Le désir d’immortalité
Alors que l’individu est généralement uniquement obsédé par les jouissances élémentaires, le corps social, le collectif, se forment, se transforment par d’autres mécanismes dont le désir d’immortalité est le plus important.
Une société est un système dynamique qui ne peut pas être stable sans changements, sans bouleversements, sans projection dans l’avenir. C’est le mouvement qui lui donne son assise, pas la direction dans laquelle elle va. Une course effrénée vers de faux rêves, vers les abîmes, vers les abysses a le même poids, le même effet qu’une ascension vers un idéal pavé de réalités. Le progrès, c’est à dire le degré de changement dû au mouvement, se caractérise par une spécialisation des tâches nécessaires, utiles ou nuisibles, qui créée un lien entre les individus, une cohérence d’action nécessaire au déplacement. L’ensemble des individus collectivisés grâce à la mise en place de besoins croisés fournit le corps social.
L’Homme peut-il exister sans le regard d’un autre, d’autres, des autres ?

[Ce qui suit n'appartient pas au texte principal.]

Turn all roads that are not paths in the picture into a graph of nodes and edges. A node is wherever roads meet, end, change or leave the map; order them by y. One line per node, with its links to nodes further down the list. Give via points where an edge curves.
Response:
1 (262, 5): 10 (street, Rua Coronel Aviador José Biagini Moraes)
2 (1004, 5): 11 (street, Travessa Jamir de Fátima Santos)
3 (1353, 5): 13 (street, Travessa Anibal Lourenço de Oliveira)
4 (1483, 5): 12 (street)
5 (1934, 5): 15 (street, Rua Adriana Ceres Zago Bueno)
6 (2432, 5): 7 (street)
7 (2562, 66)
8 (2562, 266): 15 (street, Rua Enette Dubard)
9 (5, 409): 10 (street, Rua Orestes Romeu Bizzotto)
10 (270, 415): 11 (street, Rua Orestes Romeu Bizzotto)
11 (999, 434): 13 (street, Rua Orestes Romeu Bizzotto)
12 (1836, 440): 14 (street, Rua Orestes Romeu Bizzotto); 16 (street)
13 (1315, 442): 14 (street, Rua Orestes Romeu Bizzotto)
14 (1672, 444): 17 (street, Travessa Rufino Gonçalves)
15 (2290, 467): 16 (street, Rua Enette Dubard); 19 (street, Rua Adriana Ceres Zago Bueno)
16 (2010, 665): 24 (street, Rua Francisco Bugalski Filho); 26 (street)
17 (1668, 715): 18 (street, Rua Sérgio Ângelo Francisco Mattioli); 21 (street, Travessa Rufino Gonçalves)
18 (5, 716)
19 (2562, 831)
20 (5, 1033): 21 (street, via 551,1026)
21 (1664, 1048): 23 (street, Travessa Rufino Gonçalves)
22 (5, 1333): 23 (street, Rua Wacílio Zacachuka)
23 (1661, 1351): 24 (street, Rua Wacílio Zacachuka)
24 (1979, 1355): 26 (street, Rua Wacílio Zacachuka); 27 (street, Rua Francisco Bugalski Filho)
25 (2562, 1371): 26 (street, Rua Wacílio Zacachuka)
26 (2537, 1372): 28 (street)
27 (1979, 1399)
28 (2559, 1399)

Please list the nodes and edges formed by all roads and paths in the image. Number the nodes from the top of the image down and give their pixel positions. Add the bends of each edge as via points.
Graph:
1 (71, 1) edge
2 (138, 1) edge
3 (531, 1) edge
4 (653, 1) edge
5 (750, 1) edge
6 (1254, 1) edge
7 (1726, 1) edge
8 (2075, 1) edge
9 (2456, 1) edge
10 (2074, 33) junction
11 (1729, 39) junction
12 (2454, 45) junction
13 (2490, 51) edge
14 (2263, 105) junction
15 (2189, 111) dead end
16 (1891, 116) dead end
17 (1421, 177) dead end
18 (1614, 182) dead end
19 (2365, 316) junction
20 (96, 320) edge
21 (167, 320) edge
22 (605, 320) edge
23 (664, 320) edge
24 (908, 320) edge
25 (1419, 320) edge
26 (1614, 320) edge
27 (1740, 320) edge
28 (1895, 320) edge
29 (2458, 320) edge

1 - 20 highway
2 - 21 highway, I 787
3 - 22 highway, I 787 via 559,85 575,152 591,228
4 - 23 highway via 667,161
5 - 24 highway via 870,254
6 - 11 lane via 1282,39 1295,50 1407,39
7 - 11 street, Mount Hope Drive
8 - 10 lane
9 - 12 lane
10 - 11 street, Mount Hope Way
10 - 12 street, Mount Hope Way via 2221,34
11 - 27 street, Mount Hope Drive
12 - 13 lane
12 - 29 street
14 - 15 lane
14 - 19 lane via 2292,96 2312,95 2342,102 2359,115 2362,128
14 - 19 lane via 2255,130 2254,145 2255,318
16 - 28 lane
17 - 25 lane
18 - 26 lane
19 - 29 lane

Les Hommes s’activent en tout cas pour montrer au monde que leur activité est importante voire irremplaçable. Pour être vu de loin, par le maximum de personnes, il faut être le plus haut possible. Il leur faut donc gravir les diverses traverses de l’échelle sociale par la force ou la séduction sans tomber dans les pièges des plaisirs immédiats trop communs pour être admirables. Une société ne peut survivre sans ces efforts individuels qui permettent de gagner sinon l’estime du moins l’acceptation sociale des autres.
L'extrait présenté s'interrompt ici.